Vixen
April 28, 2020
She suddenly appeared in the kitchen window during my morning granola. I have followed her tracks in the snow for years, but this was the first time I had seen this beautiful red/brown animal. Amazing presence. She seemed to fill up whatever space she occupied, dominant and conspicuous for an instant, then gone… only to turn up in another window in pursuit of a startled grey squirrel.

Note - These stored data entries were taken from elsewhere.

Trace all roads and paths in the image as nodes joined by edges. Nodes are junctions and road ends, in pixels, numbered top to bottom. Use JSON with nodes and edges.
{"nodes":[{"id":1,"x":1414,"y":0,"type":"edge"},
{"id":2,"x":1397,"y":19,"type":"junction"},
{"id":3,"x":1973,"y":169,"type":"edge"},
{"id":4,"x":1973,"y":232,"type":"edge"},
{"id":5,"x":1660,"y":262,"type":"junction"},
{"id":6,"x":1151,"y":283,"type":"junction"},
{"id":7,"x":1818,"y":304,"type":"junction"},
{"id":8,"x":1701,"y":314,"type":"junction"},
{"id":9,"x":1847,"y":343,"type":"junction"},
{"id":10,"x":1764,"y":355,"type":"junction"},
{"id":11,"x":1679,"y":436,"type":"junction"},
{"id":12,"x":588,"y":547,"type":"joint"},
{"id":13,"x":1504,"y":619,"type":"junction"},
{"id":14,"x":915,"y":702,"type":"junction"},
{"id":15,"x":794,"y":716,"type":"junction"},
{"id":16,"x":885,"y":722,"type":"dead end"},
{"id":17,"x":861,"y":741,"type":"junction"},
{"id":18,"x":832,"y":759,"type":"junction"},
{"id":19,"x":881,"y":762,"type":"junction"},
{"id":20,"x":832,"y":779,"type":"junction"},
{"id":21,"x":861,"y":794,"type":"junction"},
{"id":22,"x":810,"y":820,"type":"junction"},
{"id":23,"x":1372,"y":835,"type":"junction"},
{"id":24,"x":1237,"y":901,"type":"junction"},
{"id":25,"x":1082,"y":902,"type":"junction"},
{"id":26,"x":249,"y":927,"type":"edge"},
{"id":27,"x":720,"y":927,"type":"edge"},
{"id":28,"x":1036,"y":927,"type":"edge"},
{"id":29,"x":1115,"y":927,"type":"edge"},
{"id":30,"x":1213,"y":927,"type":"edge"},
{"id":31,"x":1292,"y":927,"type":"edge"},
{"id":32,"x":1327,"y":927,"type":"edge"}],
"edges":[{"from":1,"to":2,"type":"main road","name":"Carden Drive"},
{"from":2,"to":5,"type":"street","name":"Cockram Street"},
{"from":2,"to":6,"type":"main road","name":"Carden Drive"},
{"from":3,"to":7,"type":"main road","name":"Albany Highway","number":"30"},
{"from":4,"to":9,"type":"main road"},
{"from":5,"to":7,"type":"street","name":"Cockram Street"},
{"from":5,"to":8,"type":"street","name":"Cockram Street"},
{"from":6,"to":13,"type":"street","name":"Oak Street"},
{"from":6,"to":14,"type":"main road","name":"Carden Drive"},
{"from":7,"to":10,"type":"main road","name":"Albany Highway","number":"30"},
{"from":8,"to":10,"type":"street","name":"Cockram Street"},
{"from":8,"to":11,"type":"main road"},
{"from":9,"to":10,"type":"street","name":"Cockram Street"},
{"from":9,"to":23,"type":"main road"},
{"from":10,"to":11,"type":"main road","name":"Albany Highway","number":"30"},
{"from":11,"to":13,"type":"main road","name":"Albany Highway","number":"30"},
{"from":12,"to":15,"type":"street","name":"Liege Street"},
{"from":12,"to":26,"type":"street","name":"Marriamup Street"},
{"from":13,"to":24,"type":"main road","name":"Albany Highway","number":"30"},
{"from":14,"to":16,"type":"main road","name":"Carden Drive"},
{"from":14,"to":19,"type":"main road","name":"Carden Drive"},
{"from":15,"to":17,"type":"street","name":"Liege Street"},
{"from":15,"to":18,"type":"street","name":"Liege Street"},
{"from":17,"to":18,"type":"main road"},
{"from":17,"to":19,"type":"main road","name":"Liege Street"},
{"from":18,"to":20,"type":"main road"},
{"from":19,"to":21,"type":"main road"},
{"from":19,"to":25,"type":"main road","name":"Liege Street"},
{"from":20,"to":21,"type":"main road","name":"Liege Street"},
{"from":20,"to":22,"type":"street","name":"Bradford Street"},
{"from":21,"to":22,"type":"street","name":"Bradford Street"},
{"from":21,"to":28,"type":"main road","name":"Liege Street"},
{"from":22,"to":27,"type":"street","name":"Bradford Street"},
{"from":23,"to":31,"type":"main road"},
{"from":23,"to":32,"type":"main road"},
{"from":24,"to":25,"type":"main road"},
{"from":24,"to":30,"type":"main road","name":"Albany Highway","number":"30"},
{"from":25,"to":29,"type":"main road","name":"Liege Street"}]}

Under the SUV they both ran, the squirrel vectoring for a trio of lawn chairs. Figure eights under the chairs did not dislodge the fox, though all she seemed to be grabbing was tail feathers which don’t offer much of a grip. On one hairpin turn she ran right over the rolling squirrel, snapping at its belly which was a hairsbreadth too far away. Up a hydro pole leaped the squirrel. I couldn’t believe that she had not caught him. Squirrels lead lives of fractional misses.
The fox backed up a bit and stood there, watching the squirrel, now perched on an insulator. Then she was gone into the garden. My wife was on the rear deck at the time and excitedly filled me in on the chronology: The fox cut along the far side of the fence row below the house and then vanished into a thicket at the corner of the lawn. “It still hasn’t come out.”
A family of grey squirrels has a den in that corner of the fence and I haven’t been able to find it in over a decade of bemused observation. The fox had obviously decided to wait by the hole for her breakfast.